The Deputy should ask a question, not make statements.

How did the Minister and his fellow directors allow such outrageous and obscene actions to be carried out by the people responsible for running the European Bank for Reconstruction and Development?

He is almost eligible to become a director of a building society in Ireland.

Detailed statements were given at recent meetings by the chairman of the governors, Mr. Waigel, regarding the attitude of the board of governors to the expenditure entered into by the president of the bank, Jacques Attali. There was an extraordinary list of abuses of expenditure on some of the items mentioned by Deputy Rabbitte and other items, such as marble, lifts, special aircraft to take people to meetings which were totally unnecessary, and so on. The president made the decisions and entered into the expenditures involved. The controls, mechanisms and audits were brought forward by the governors but the president used the £40 million put forward by the United Kingdom Government and contributions from other members for an elaborate office. While the board of directors was satisfied that the president would enter into certain expenditures, it did not believe that he would undertake such large expenditure. The bank was set up in 1991. When the building was under construction a bomb exploded outside it in April last year and practically destroyed the building. Another bomb went off in the same area more recently, but did not have the same effect.

The marble is obviously resilient.

Only the marble.

It is the marble in the people's heads that does not seem to be resilient.

The chairman, Mr. Waigel, and my colleagues as governors have introduced a series of strict budgetary controls. The audit committee has commenced investigating the activities the president engaged in. The existing three board committees will play a stronger role in the preparation and monitoring of the budget and consideration is being given to establishing a separate budget committee. More structured and detailed budget documentation is to be supplied to the board in the future. The senior management post of director of corporate planning and budgeting is to be filled on a full-time basis, with a clear and exclusive line of responsibility. Up to now the president had responsibilities to keep down overheads. He was given a broad range of responsibilities and was able to deal with matters without checking with the committees. The board's audit committee, with external support if necessary, is to conduct a detailed and comprehensive inquiry into the procedures followed and the costs incurred in fitting out the bank's headquarters. As soon as the expenditures and the procedures followed by President Attali came to light, a full investigation took place.
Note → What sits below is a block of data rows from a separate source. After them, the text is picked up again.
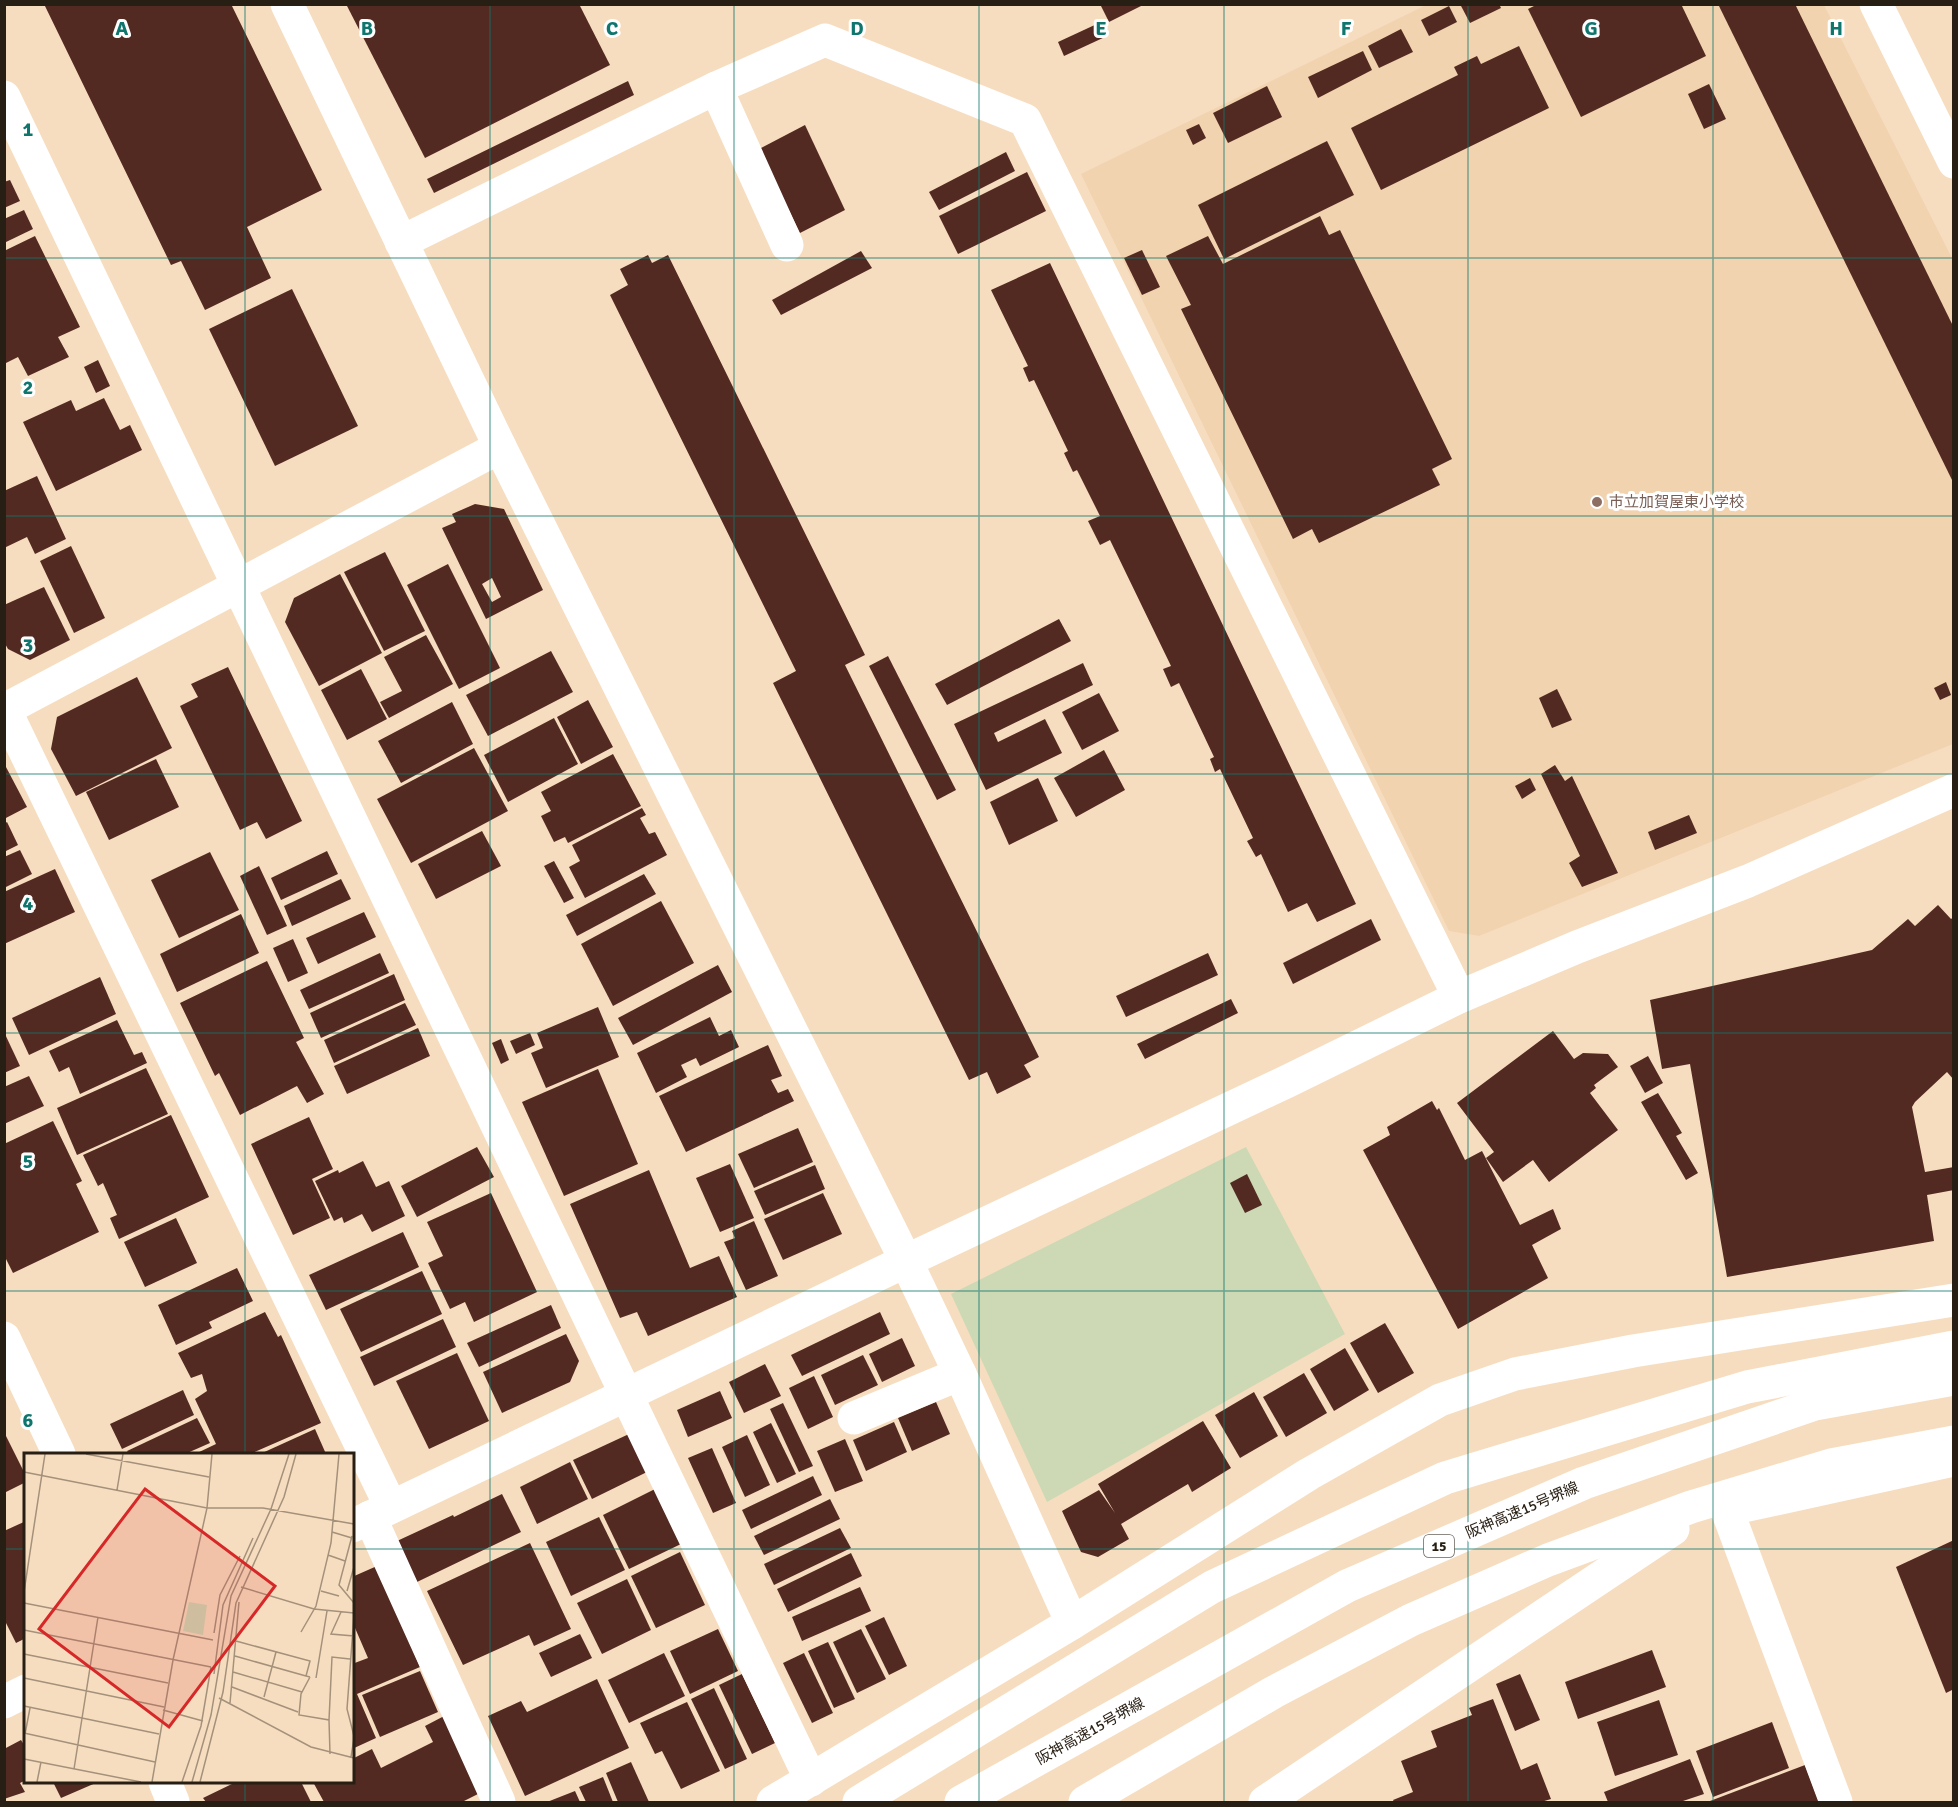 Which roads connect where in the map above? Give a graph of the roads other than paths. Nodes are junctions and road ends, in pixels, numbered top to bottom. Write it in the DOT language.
graph roads {
  1 [pos="287,4"];
  2 [pos="1876,4"];
  3 [pos="716,88"];
  4 [pos="4,98"];
  5 [pos="1953,162"];
  6 [pos="401,242"];
  7 [pos="787,245"];
  8 [pos="500,447"];
  9 [pos="238,586"];
  10 [pos="5,709"];
  11 [pos="1953,790"];
  12 [pos="1459,997"];
  13 [pos="906,1261"];
  14 [pos="1953,1300"];
  15 [pos="4,1338"];
  16 [pos="1953,1347"];
  17 [pos="960,1374"];
  18 [pos="1953,1379"];
  19 [pos="627,1394"];
  20 [pos="854,1418"];
  21 [pos="1953,1442"];
  22 [pos="58,1453"];
  23 [pos="342,1453"];
  24 [pos="1953,1460"];
  25 [pos="354,1479"];
  26 [pos="1727,1510"];
  27 [pos="371,1517"];
  28 [pos="1673,1529"];
  29 [pos="1072,1623"];
  30 [pos="24,1692"];
  31 [pos="4,1702"];
  32 [pos="811,1780"];
  33 [pos="165,1783"];
  34 [pos="173,1803"];
  35 [pos="499,1803"];
  36 [pos="773,1803"];
  37 [pos="859,1803"];
  38 [pos="962,1803"];
  39 [pos="1085,1803"];
  40 [pos="1112,1803"];
  41 [pos="1265,1803"];
  42 [pos="1836,1803"];
  1 -- 6 [label="main road"];
  2 -- 5 [label="main road"];
  3 -- 6 [label="main road"];
  3 -- 7 [label="main road"];
  3 -- 12 [label="main road"];
  4 -- 9 [label="main road"];
  6 -- 8 [label="main road"];
  8 -- 9 [label="main road"];
  8 -- 13 [label="main road"];
  9 -- 10 [label="main road"];
  9 -- 19 [label="main road"];
  10 -- 23 [label="main road"];
  11 -- 12 [label="main road"];
  12 -- 13 [label="main road"];
  13 -- 17 [label="main road"];
  13 -- 19 [label="main road"];
  14 -- 29 [label="main road"];
  15 -- 22 [label="main road"];
  16 -- 37 [label="main road"];
  17 -- 20 [label="main road"];
  17 -- 29 [label="main road"];
  18 -- 38 [label="main road, 阪神高速15号堺線 / 15"];
  19 -- 27 [label="main road"];
  19 -- 32 [label="main road"];
  21 -- 39 [label="main road"];
  24 -- 26 [label="main road"];
  25 -- 27 [label="main road"];
  26 -- 28 [label="main road"];
  26 -- 42 [label="main road"];
  27 -- 35 [label="main road"];
  28 -- 40 [label="main road"];
  28 -- 41 [label="main road"];
  29 -- 32 [label="main road"];
  30 -- 31 [label="main road"];
  32 -- 36 [label="main road"];
  33 -- 34 [label="main road"];
} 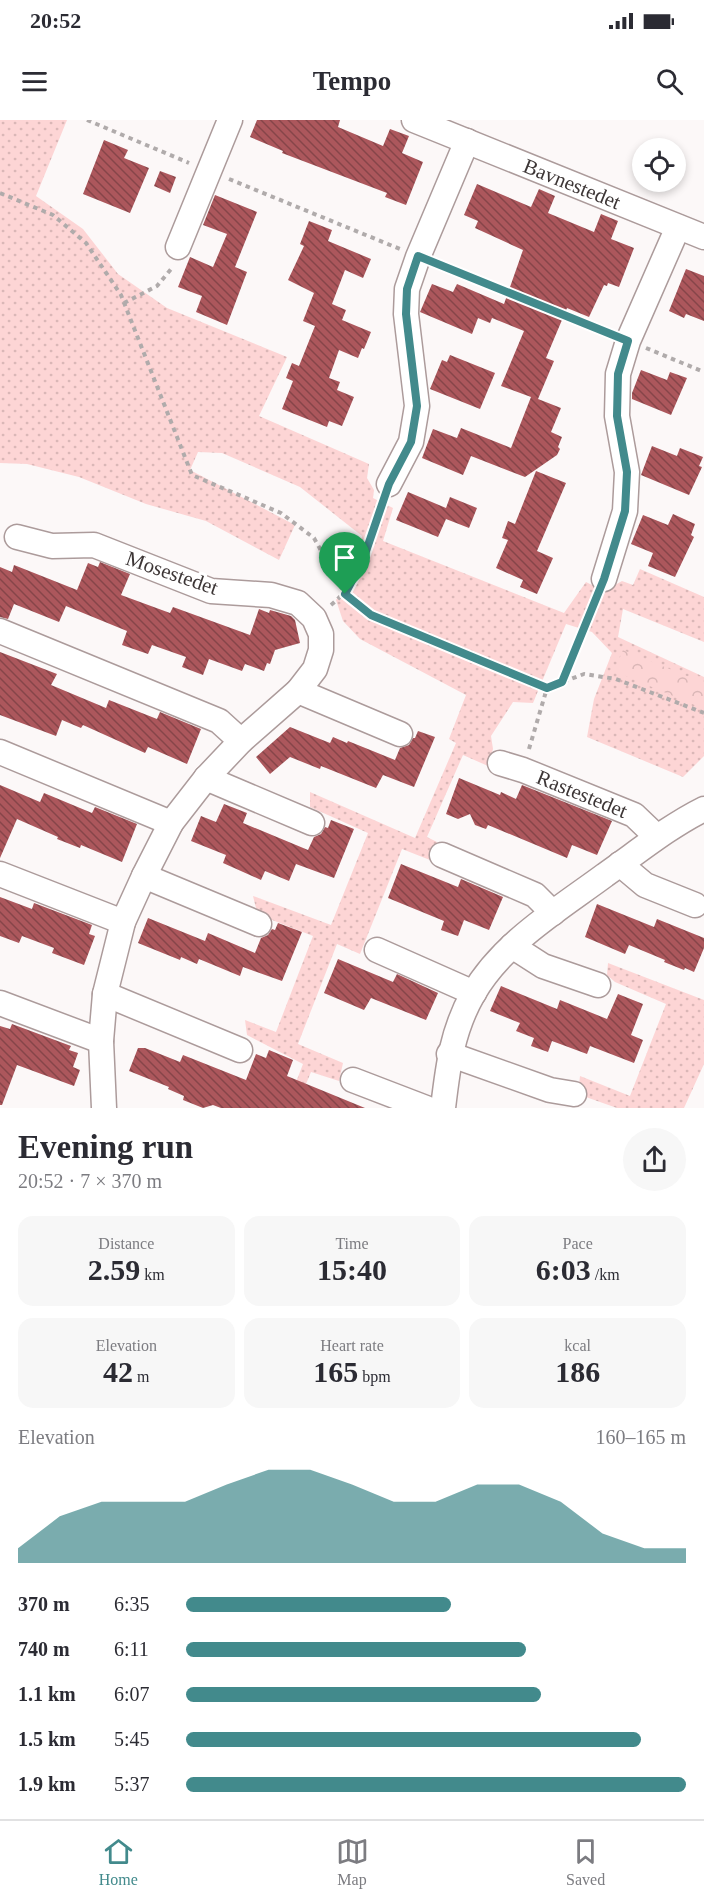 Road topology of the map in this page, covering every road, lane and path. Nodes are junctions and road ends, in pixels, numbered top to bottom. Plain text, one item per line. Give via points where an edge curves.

Is the Minister aware that this bank was set up to help the poorest of the poor in Europe, people who have to queue to get the basic necessities in life? Will he agree that nobody is prepared to be accountable for this gross extravagence——

Not even the Irish Government.

——of taxpayers' money which was subscribed to help starving people and was used instead to build cushy offices for people who should be now out of a job, but are still all in employment? Why is Jacques Attali still running this bank after what has happened? Surely the Minister should insist that Monsieur Attali return to France, where I am sure he will have many opportunities for other employment. There should be a clear accountability, either by the Ministers or by the management, for what has happened. An appalling example is being set to the countries of Eastern Europe in the way in which a bank, set up to help them, is being run. This level of extravagance would do credit to the Kremlin at its worst, yet this is an institution set up, supposedly, to reconstruct post-communist Eastern Europe.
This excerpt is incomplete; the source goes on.